### Work instruction
Pull every line containing the word "Sayfa" from the records.

★ ★ ★ ★ ★

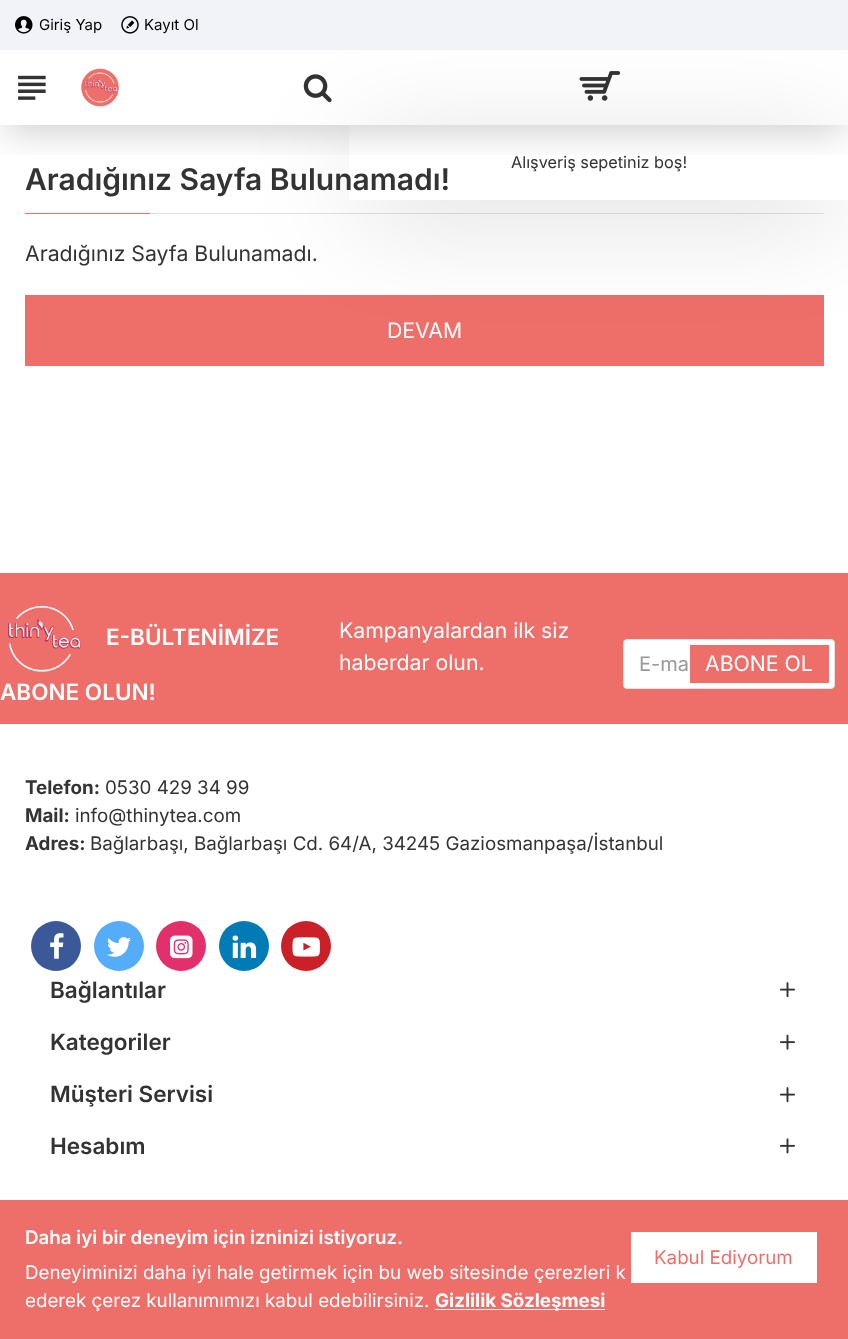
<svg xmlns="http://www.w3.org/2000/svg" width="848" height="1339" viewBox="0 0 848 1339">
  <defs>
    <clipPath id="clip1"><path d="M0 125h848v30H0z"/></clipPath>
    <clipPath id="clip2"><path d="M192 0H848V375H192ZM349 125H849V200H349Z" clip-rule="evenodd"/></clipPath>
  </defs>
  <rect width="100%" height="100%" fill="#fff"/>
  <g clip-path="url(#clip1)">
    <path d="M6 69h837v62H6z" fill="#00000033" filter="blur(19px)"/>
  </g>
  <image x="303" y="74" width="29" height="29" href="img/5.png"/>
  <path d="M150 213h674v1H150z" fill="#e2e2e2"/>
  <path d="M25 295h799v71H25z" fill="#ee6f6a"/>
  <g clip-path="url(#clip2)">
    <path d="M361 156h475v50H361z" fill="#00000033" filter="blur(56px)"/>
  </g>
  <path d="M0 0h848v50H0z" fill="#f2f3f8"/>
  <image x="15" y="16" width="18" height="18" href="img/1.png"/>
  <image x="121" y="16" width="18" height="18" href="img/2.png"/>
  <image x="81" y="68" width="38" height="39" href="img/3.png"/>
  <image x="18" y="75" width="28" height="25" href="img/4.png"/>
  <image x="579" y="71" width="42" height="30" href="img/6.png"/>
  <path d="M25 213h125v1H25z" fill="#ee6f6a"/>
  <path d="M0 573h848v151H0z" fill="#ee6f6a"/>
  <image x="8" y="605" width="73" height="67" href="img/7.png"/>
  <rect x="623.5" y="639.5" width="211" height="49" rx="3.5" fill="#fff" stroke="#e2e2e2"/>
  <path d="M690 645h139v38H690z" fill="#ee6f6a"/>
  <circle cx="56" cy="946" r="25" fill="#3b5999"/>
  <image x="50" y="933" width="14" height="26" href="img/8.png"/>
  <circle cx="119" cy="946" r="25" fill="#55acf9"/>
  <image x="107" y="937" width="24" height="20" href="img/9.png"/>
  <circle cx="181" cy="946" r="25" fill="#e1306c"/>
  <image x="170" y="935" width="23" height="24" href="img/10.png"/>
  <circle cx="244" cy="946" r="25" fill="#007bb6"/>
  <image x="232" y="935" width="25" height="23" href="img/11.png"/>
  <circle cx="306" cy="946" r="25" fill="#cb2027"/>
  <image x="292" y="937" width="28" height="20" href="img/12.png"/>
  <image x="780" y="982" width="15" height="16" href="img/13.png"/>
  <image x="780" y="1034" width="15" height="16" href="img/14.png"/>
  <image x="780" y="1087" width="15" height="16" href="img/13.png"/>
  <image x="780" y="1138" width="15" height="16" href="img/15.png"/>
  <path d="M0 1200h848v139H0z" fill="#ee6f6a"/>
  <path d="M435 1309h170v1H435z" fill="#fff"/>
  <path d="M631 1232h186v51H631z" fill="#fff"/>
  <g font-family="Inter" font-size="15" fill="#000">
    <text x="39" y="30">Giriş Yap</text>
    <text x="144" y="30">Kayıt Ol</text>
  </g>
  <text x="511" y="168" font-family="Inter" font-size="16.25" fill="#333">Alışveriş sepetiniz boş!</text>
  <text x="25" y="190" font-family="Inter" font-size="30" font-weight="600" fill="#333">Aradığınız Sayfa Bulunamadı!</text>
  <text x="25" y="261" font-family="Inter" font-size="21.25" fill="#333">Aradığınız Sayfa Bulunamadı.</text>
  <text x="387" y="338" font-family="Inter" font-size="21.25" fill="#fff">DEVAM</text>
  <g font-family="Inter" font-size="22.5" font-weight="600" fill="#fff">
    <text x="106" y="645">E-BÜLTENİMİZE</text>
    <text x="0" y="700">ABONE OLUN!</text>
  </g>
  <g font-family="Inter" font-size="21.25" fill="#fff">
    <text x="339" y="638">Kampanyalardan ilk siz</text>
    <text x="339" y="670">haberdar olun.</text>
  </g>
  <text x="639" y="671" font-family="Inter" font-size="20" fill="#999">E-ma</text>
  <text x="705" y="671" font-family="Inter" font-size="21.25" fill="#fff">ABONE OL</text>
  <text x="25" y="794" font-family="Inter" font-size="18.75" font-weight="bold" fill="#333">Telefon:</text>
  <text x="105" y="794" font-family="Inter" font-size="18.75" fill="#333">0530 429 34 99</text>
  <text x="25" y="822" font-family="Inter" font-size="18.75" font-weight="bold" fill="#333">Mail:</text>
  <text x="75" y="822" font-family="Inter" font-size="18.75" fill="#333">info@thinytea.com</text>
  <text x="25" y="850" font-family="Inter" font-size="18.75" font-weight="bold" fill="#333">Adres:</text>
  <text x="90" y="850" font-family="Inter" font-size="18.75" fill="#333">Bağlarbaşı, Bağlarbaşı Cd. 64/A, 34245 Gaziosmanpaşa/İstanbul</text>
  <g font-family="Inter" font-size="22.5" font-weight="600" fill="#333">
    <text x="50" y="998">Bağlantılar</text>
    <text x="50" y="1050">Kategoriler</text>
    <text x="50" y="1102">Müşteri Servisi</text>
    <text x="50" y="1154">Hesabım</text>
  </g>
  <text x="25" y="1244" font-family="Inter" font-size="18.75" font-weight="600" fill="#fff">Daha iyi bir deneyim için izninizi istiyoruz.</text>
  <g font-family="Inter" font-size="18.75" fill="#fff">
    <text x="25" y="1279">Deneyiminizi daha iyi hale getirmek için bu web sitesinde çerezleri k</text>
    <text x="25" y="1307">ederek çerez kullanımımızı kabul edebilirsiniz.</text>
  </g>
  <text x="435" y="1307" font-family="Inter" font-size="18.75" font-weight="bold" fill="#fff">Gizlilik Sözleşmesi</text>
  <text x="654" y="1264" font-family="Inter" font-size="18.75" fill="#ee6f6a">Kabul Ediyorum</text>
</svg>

★ ★ ★ ★ ★

### Exercise answer
  <text x="25" y="190" font-family="Inter" font-size="30" font-weight="600" fill="#333">Aradığınız Sayfa Bulunamadı!</text>
  <text x="25" y="261" font-family="Inter" font-size="21.25" fill="#333">Aradığınız Sayfa Bulunamadı.</text>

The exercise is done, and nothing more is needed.